New York Mayor Michael Bloomberg has spent more of his own money in pursuit of public office than any other individual in U.S. history, with his latest re-election bid already running at $85 million, the New York Times reported on Saturday.
Citing newly released campaign records, the Times said Bloomberg was on pace to spend between $110 million and $140 million before the Nov. 3 mayoral election. That means the self-made billionaire will have spent more than $250 million in his three bids for mayor of America's most fabled city.
In contrast, New Jersey Gov. Jon Corzine, a former chairman of the banking firm Goldman Sachs, spent about $130 million in two races for governor and one for the U.S. Senate, the Times reported.
And publisher Steve Forbes poured $114 million into two bids for president, it said.
Bloomberg's wealth, much of it from the Bloomberg LP media and information empire, is estimated at $16 billion. He has used it to establish what the Times called an "insurmountable financial dominance" in the race.

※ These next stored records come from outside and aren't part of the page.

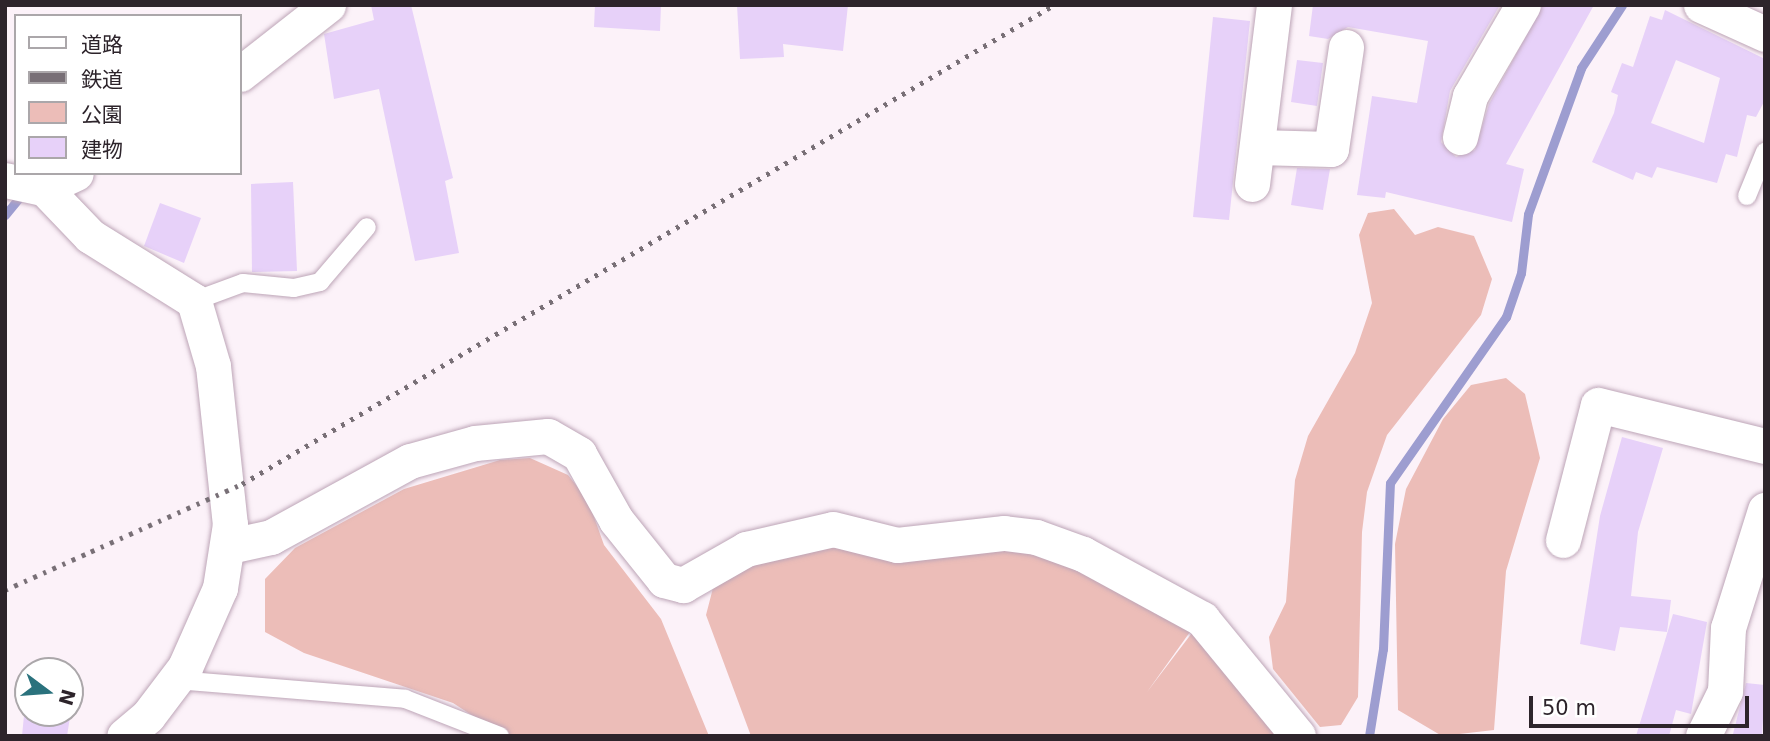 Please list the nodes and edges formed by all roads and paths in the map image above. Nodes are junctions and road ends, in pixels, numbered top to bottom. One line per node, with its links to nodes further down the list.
1 (328, 5): 7 (street)
2 (1274, 5): 9 (street)
3 (1523, 5): 8 (street)
4 (1701, 5): 5 (street)
5 (1765, 34)
6 (1346, 47): 9 (street)
7 (242, 72)
8 (1460, 137)
9 (1257, 147): 13 (street)
10 (1765, 152): 15 (lane)
11 (72, 175): 14 (street)
12 (5, 180): 14 (street)
13 (1252, 184)
14 (44, 188): 17 (street)
15 (1747, 195)
16 (367, 227): 17 (lane)
17 (194, 300): 21 (street)
18 (1765, 446): 20 (street)
19 (1765, 510): 26 (street)
20 (1563, 540)
21 (230, 546): 22 (street); 25 (street)
22 (176, 680): 23 (street); 24 (lane)
23 (142, 729)
24 (500, 736)
25 (1298, 736)
26 (1703, 736) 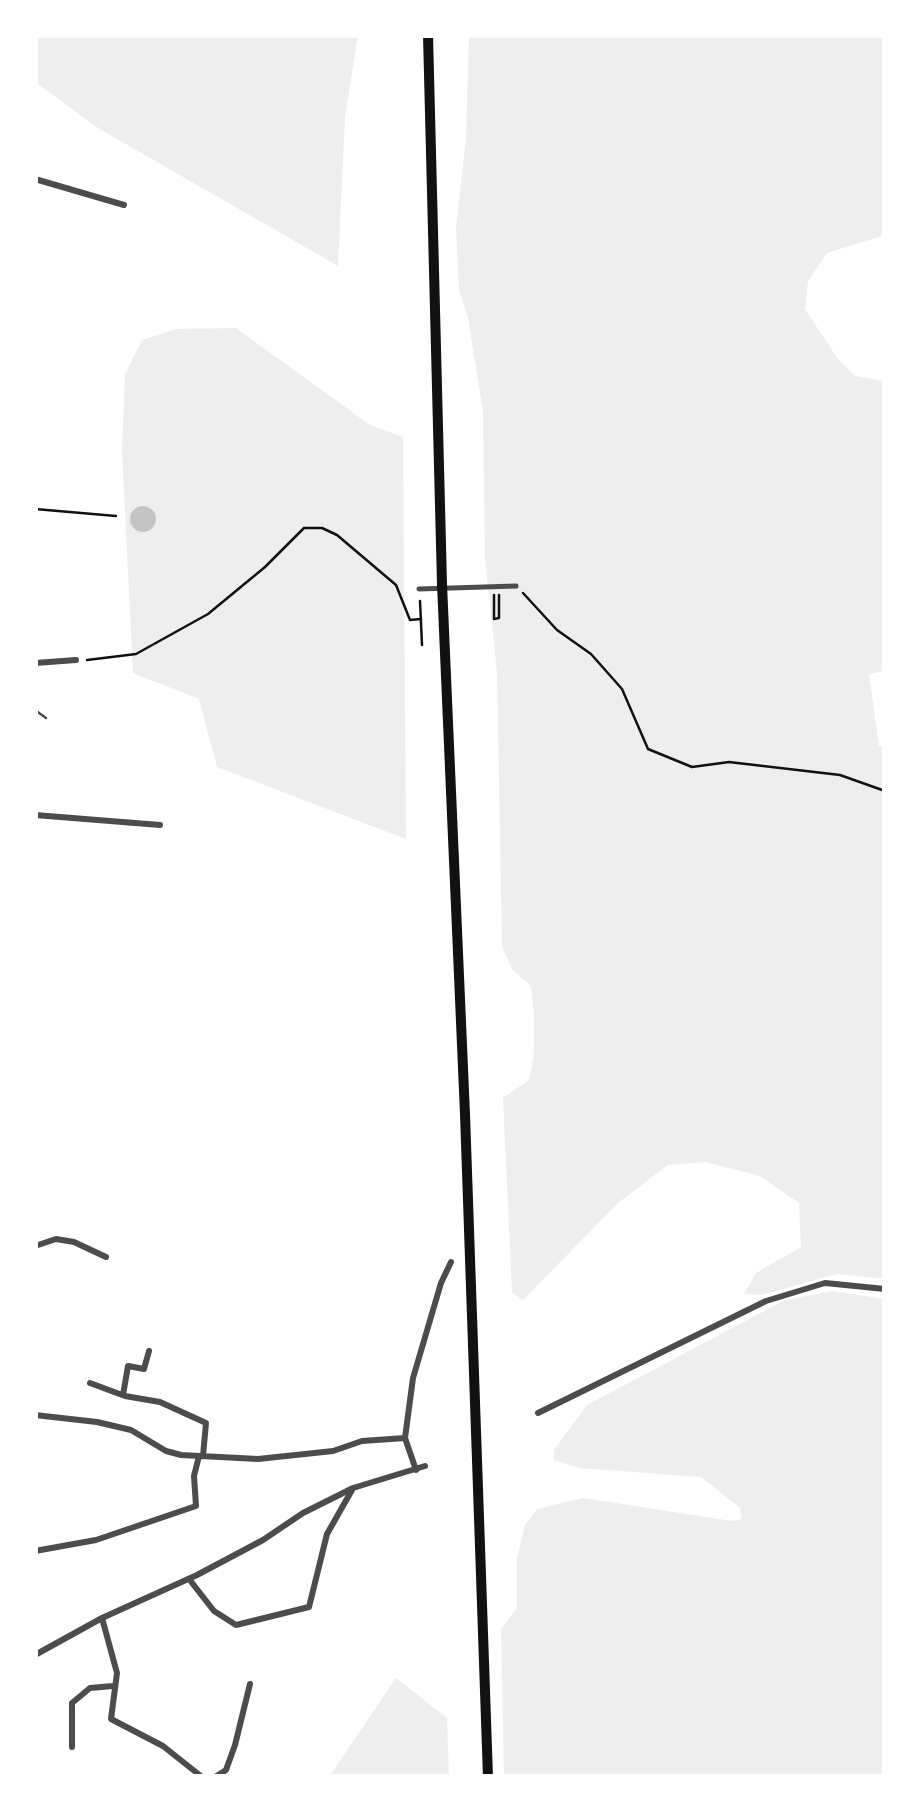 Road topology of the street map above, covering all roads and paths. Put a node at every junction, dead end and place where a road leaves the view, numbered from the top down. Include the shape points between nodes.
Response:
1 (428, 35) edge
2 (35, 179) edge
3 (124, 205) dead end
4 (35, 508) edge
5 (116, 516) dead end
6 (499, 586) junction
7 (516, 586) joint
8 (419, 589) joint
9 (494, 594) dead end
10 (420, 619) junction
11 (422, 645) dead end
12 (76, 660) joint
13 (35, 663) edge
14 (35, 710) edge
15 (46, 718) dead end
16 (885, 791) edge
17 (35, 815) edge
18 (160, 825) dead end
19 (35, 1246) edge
20 (106, 1258) dead end
21 (451, 1262) dead end
22 (885, 1289) edge
23 (149, 1351) dead end
24 (90, 1383) dead end
25 (122, 1395) junction
26 (538, 1413) dead end
27 (35, 1415) edge
28 (406, 1438) junction
29 (201, 1456) junction
30 (425, 1466) dead end
31 (416, 1470) junction
32 (353, 1488) junction
33 (35, 1551) edge
34 (189, 1579) junction
35 (102, 1618) junction
36 (35, 1656) edge
37 (250, 1684) dead end
38 (113, 1686) junction
39 (72, 1747) dead end
40 (202, 1777) edge
41 (214, 1777) edge
42 (488, 1777) edge

1 - 42 highway
2 - 3 street
4 - 5 path
6 - 7 street
6 - 8 street
6 - 9 path via 494,619
7 - 16 path via 622,689 648,749 692,767 729,762 840,776
8 - 10 path
10 - 11 path
10 - 12 path via 410,620 396,585 337,535 304,528 208,614 136,654
12 - 13 street
14 - 15 lane
17 - 18 street
19 - 20 street via 74,1242
21 - 28 street via 413,1378
22 - 26 street via 824,1283 766,1301
23 - 25 street via 144,1369 128,1366
24 - 25 street
25 - 29 street via 160,1402 206,1424
27 - 29 street via 131,1430 166,1451
28 - 29 street via 258,1459
28 - 31 street
29 - 33 street via 196,1506 96,1540
30 - 31 street
31 - 32 street
32 - 34 street
32 - 34 street via 327,1534 309,1607 236,1625 214,1611
34 - 35 street
35 - 36 street
35 - 38 street via 117,1673
37 - 41 street via 236,1746 226,1770
38 - 39 street via 90,1688 72,1703
38 - 40 street via 111,1719 163,1746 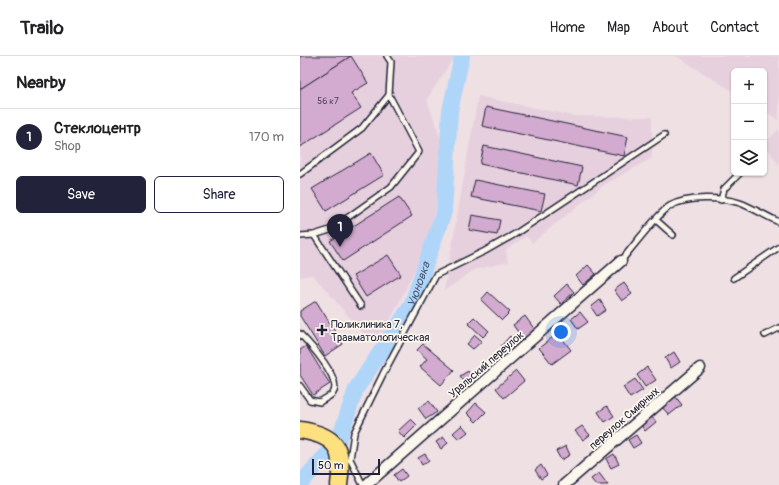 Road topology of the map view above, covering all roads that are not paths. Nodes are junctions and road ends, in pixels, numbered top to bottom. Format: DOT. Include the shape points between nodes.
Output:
graph roads {
  1 [pos="387,56"];
  2 [pos="389,95"];
  3 [pos="664,135"];
  4 [pos="300,174"];
  5 [pos="737,176"];
  6 [pos="721,200"];
  7 [pos="656,220"];
  8 [pos="779,222"];
  9 [pos="314,235"];
  10 [pos="673,235"];
  11 [pos="300,236"];
  12 [pos="779,246"];
  13 [pos="621,261"];
  14 [pos="734,278"];
  15 [pos="361,306"];
  16 [pos="779,328"];
  17 [pos="300,334"];
  18 [pos="765,335"];
  19 [pos="700,368"];
  20 [pos="300,386"];
  21 [pos="300,430"];
  22 [pos="338,485"];
  23 [pos="363,485"];
  24 [pos="366,485"];
  25 [pos="564,485"];
  1 -- 2 [label="lane" via="391,62"];
  2 -- 4 [label="lane" via="362,128"];
  2 -- 9 [label="lane" via="419,152 391,187 330,230"];
  3 -- 23 [label="lane" via="515,234 436,275 354,433 350,459"];
  5 -- 6 [label="lane" via="724,189"];
  6 -- 7 [label="lane" via="708,198 670,206"];
  6 -- 8 [label="lane" via="740,203"];
  7 -- 10 [label="lane"];
  7 -- 13 [label="lane"];
  9 -- 11 [label="lane"];
  9 -- 15 [label="lane"];
  12 -- 14 [label="lane"];
  13 -- 24 [label="street, Уральский переулок"];
  16 -- 18 [label="lane"];
  17 -- 20 [label="lane" via="310,342 334,379 335,386 333,393 320,402 310,400"];
  19 -- 25 [label="street, переулок Смирных"];
  21 -- 22 [label="main road" via="323,435 337,447 342,466"];
}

A finance report filed by his campaign for a Friday deadline covers Bloomberg's expenses since Sept. 29. He spent $20.4 million in that period, helping him break his $85 million record from 2005. He spent $74 million on his first run in 2001.
Opponent calls it 'obscene'
His opponent, William Thompson, a Democrat, has spent just $6 million in the race. A Thompson campaign spokeswoman on Friday told the Times the mayor's spending was "obscene."
But most New Yorkers surveyed in a poll this week said they don’t care about Bloomberg’s spending. Only 20 percent say they are less likely to vote for him, while 72 percent say it doesn’t affect them at all. The rest say it makes them more likely to vote for him.
Bloomberg was 16 points ahead of Thompson in the poll and has been spending at a rate of more than $850,000 a day.
The bulk of Bloomberg's spending has gone into television, radio and Web advertising, the Times said.
But some of the money has trickled down to recession-hit small businesses, including Goodfellas Brick Over Pizza on Staten Island and in the Bronx. The Bloomberg campaign has so far forked over $8,892 for pizza at Goodfellas alone.
Thompson has also sought to portray Bloomberg as opportunistic for political moves he has made, including changing his lifelong party registration from Democrat to Republican to avoid a crowded primary in 2001 and persuading the City Council to extend the term-limits law last year so he could run again.
Bloomberg is no longer a member of any party but is running on the Republican and Independent Party lines.